Hence the radical egalitarianism: all intelligences are of the same kind and "any human work of art is the practice of the same intellectual potential" (36); it is just that sometimes that potential is developed, and sometimes it is constrained. Moreover, one of the foremost forces to constrain the development of natural intelligence is the very educational system that claims that this is its object. The school doesn't educate; it stultifies.

But hence therefore the strange reversion to traditional authority: the business of education has to be taken from the educational system and returned to the family. Intellectual emancipation cannot be systematized; "universal teaching belongs to families, and the best that an enlightened ruler can do for its propagation is to use his authority to protect the free circulation of its service" (103).

For it is not that Jacotot (or, implicitly, Rancière) would be done with authority: his students "had learned without a master explicator, but not for all that, without a master" (12). If anything, the new master is more demanding than the old one in forever insisting that the student pay attention and direct his or her will to achieving their own potential: "Is this insignificant? Think about everything the demand implies for the student in the way of an endless task" (31).

So it is perhaps unsurprising, if unfortunate, that the family is chosen as the sole legitimate sphere for universal education on the basis that (and here Rancière is directly quoting Jacotot) it "was the sanctuary where the father was the supreme arbiter" (105). The "natural method of the human mind" (105) appeals to the supposed naturalness of patriarchal authority for its implementation.

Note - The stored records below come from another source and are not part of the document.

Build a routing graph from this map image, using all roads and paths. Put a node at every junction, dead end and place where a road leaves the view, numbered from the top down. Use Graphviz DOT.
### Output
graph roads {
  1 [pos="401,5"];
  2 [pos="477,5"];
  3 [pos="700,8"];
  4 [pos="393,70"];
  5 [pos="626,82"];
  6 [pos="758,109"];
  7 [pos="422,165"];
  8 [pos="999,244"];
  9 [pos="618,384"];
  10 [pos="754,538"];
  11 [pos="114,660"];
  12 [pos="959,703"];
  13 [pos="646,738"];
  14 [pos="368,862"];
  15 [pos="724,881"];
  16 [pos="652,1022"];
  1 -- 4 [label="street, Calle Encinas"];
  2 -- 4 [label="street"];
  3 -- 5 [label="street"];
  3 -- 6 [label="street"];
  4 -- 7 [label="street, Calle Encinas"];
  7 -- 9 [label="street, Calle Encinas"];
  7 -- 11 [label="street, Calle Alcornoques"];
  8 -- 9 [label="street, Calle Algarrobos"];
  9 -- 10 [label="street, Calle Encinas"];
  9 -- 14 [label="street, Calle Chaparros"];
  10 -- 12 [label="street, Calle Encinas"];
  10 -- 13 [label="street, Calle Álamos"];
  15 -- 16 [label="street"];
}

All this is strangely anti-social in every sense of the term, and it's not clear how much it jives with Rancière's later concern with precisely the institution of the social (however precarious and necessarily incomplete). But it ain't necessarily so. For surely this strong division between natural families and un-natural social institutions itself merely replicates the false dichotomy between pedagogy and instruction.

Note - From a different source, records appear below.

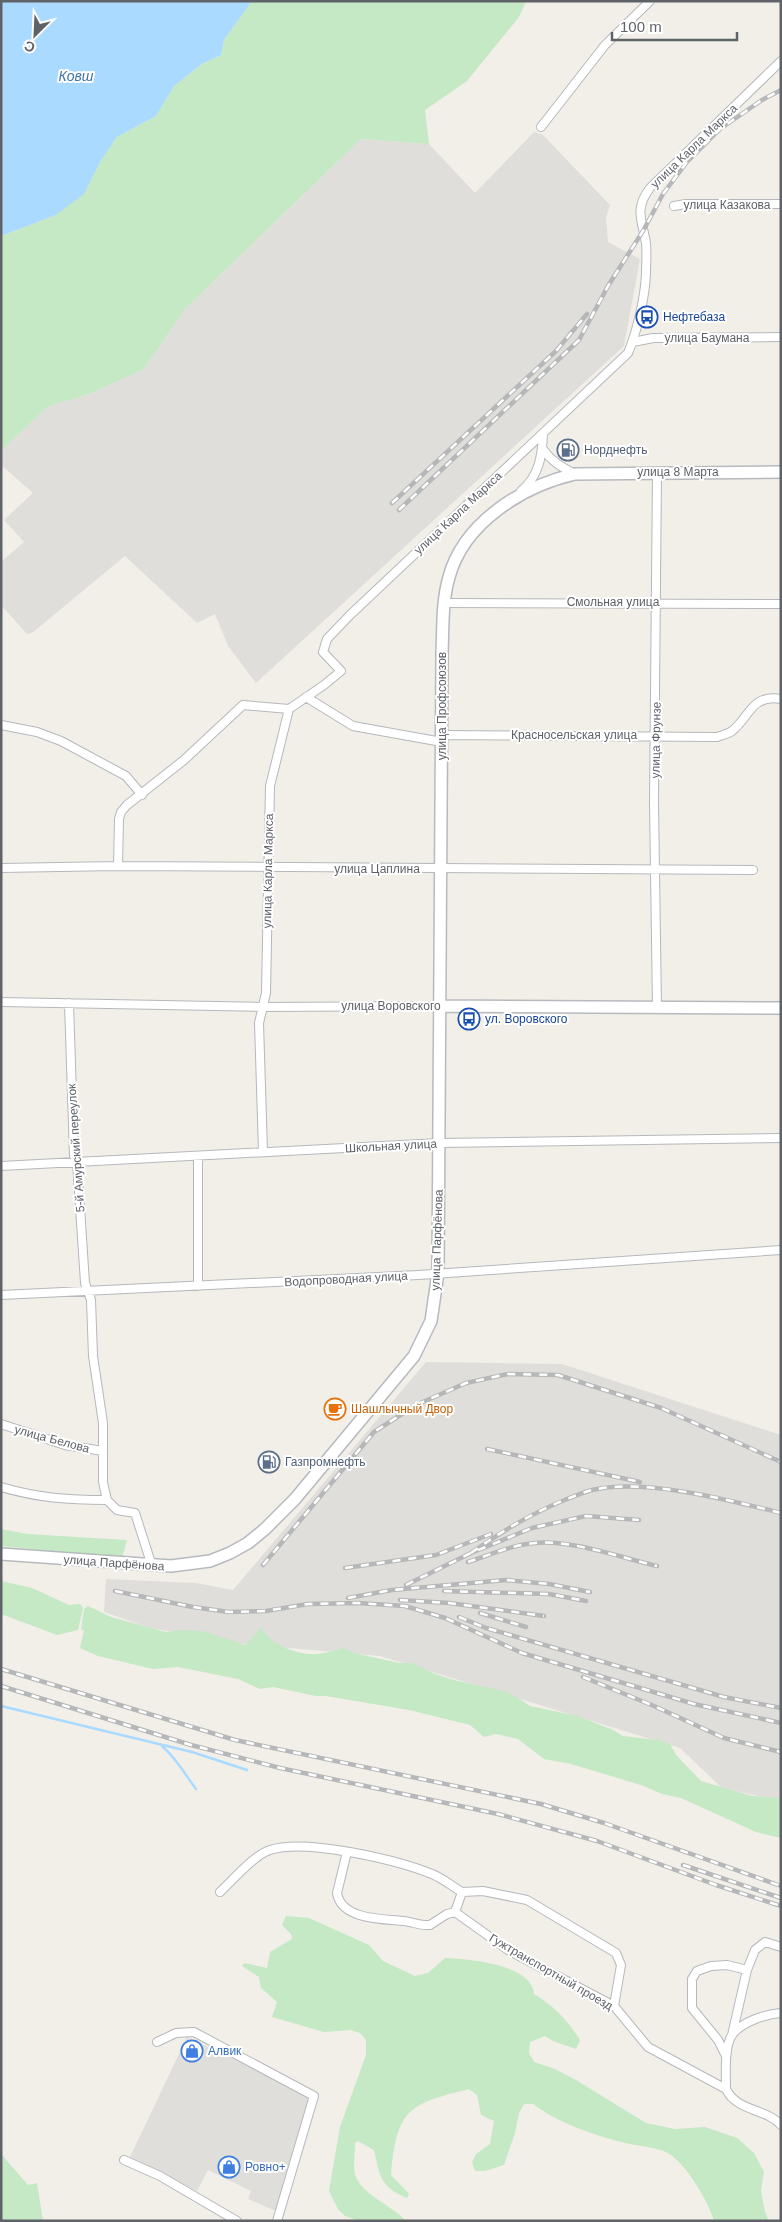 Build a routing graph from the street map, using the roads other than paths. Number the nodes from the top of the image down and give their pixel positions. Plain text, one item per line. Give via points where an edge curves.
1 (650, 1) edge
2 (781, 61) edge
3 (541, 127) dead end
4 (781, 204) edge
5 (674, 206) dead end
6 (781, 337) edge
7 (633, 342) junction
8 (543, 434) junction
9 (542, 448) junction
10 (657, 472) junction
11 (781, 472) edge
12 (575, 474) junction
13 (513, 498) junction
14 (656, 602) junction
15 (445, 603) junction
16 (781, 604) edge
17 (306, 697) junction
18 (781, 699) edge
19 (289, 708) junction
20 (1, 725) edge
21 (656, 735) junction
22 (442, 739) junction
23 (142, 795) junction
24 (118, 866) junction
25 (1, 868) edge
26 (267, 869) junction
27 (442, 870) junction
28 (655, 870) junction
29 (752, 870) dead end
30 (1, 1002) edge
31 (69, 1003) junction
32 (440, 1006) junction
33 (263, 1007) junction
34 (657, 1008) junction
35 (781, 1008) edge
36 (781, 1138) edge
37 (439, 1143) junction
38 (263, 1152) junction
39 (198, 1157) junction
40 (77, 1162) junction
41 (1, 1166) edge
42 (781, 1250) edge
43 (438, 1273) junction
44 (198, 1286) junction
45 (88, 1291) junction
46 (1, 1295) edge
47 (1, 1424) edge
48 (103, 1452) junction
49 (1, 1487) edge
50 (107, 1500) junction
51 (1, 1554) edge
52 (152, 1566) junction
53 (348, 1852) junction
54 (220, 1892) dead end
55 (462, 1892) junction
56 (455, 1912) junction
57 (781, 1947) edge
58 (747, 1970) junction
59 (614, 2006) junction
60 (781, 2013) edge
61 (732, 2035) junction
62 (156, 2042) dead end
63 (726, 2056) junction
64 (726, 2089) junction
65 (781, 2125) edge
66 (124, 2160) dead end
67 (237, 2221) edge
68 (276, 2221) edge

1 - 3 street via 605,44
2 - 7 street, улица Карла Маркса via 650,188 642,200 640,216 646,243 646,276
4 - 5 street, улица Казакова
6 - 7 street, улица Баумана via 654,338
7 - 8 street, улица Карла Маркса via 628,354
8 - 9 street
8 - 17 street, улица Карла Маркса via 326,640 323,652 341,671
9 - 12 street via 559,467
9 - 13 street via 535,477
10 - 11 main road, улица 8 Марта
10 - 12 main road, улица 8 Марта
10 - 14 street, улица Фрунзе
12 - 13 main road, улица Профсоюзов via 550,480
13 - 15 main road, улица Профсоюзов via 474,534 460,552 449,576
14 - 15 street, Смольная улица
14 - 16 street, Смольная улица
14 - 21 street, улица Фрунзе
15 - 22 main road, улица Профсоюзов
17 - 19 street, улица Карла Маркса
17 - 22 street, Красносельская улица via 353,726
18 - 21 street, Красносельская улица via 757,701 732,732 726,734
19 - 23 street via 243,705
19 - 26 street, улица Карла Маркса via 270,786
20 - 23 street via 62,741 126,776
21 - 22 street, Красносельская улица
21 - 28 street, улица Фрунзе
22 - 27 main road, улица Профсоюзов
23 - 24 street via 127,805 119,819
24 - 25 street, улица Цаплина
24 - 26 street, улица Цаплина
26 - 27 street, улица Цаплина
26 - 33 street, улица Карла Маркса via 266,994
27 - 28 street, улица Цаплина
27 - 32 main road, улица Профсоюзов
28 - 29 street, улица Цаплина
28 - 34 street, улица Фрунзе
30 - 31 street, улица Воровского
31 - 33 street, улица Воровского
31 - 40 street, 5-й Амурский переулок via 74,1156
32 - 33 street, улица Воровского
32 - 34 main road, улица Воровского
32 - 37 main road, улица Парфёнова
33 - 38 street, улица Карла Маркса via 259,1023
34 - 35 main road, улица Воровского
36 - 37 street, Школьная улица
37 - 38 street, Школьная улица
37 - 43 main road, улица Парфёнова
38 - 39 street, Школьная улица
39 - 40 street, Школьная улица
39 - 44 street
40 - 41 street, Школьная улица
40 - 45 street, 5-й Амурский переулок
42 - 43 street, Водопроводная улица
43 - 44 street, Водопроводная улица
43 - 52 main road, улица Парфёнова via 431,1321 414,1356 271,1524 248,1543 210,1561
44 - 45 street, Водопроводная улица
45 - 46 street, Водопроводная улица
45 - 48 street, 5-й Амурский переулок via 103,1423
47 - 48 street, улица Белова via 65,1445
48 - 50 street, 5-й Амурский переулок
49 - 50 street via 63,1500
50 - 52 street via 117,1510 135,1513
51 - 52 main road, улица Парфёнова
53 - 54 street via 308,1847 270,1850 261,1854
53 - 55 street via 392,1861 433,1875
53 - 56 street via 336,1893 349,1910 360,1916 430,1926
55 - 56 street
55 - 59 street via 483,1891 527,1900 616,1953 621,1965
56 - 59 street, Гужтранспортный проезд via 508,1950
57 - 58 street via 765,1942 759,1945
58 - 61 street
58 - 63 street via 727,1965 710,1966 697,1972 692,1979 692,2008 718,2040
59 - 64 street, Гужтранспортный проезд via 648,2047
60 - 61 street via 762,2016
61 - 63 street
62 - 68 street via 176,2033 194,2032 314,2096
63 - 64 street
64 - 65 street, Гужтранспортный проезд via 730,2097 743,2106
66 - 67 street via 160,2176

After all, explicators and instructors are in fact pedagogues, though they are (ironically) ignorant of the fact: "learning also takes place at the stultifiers' school; a professor is a thing, less easily handled than a book, undoubtedly, but he can be learned" (102). As such, rather than legitimating the authority of the patriarchal family, surely another route towards emancipatory pedagogy would be the further objectification of the professoriat?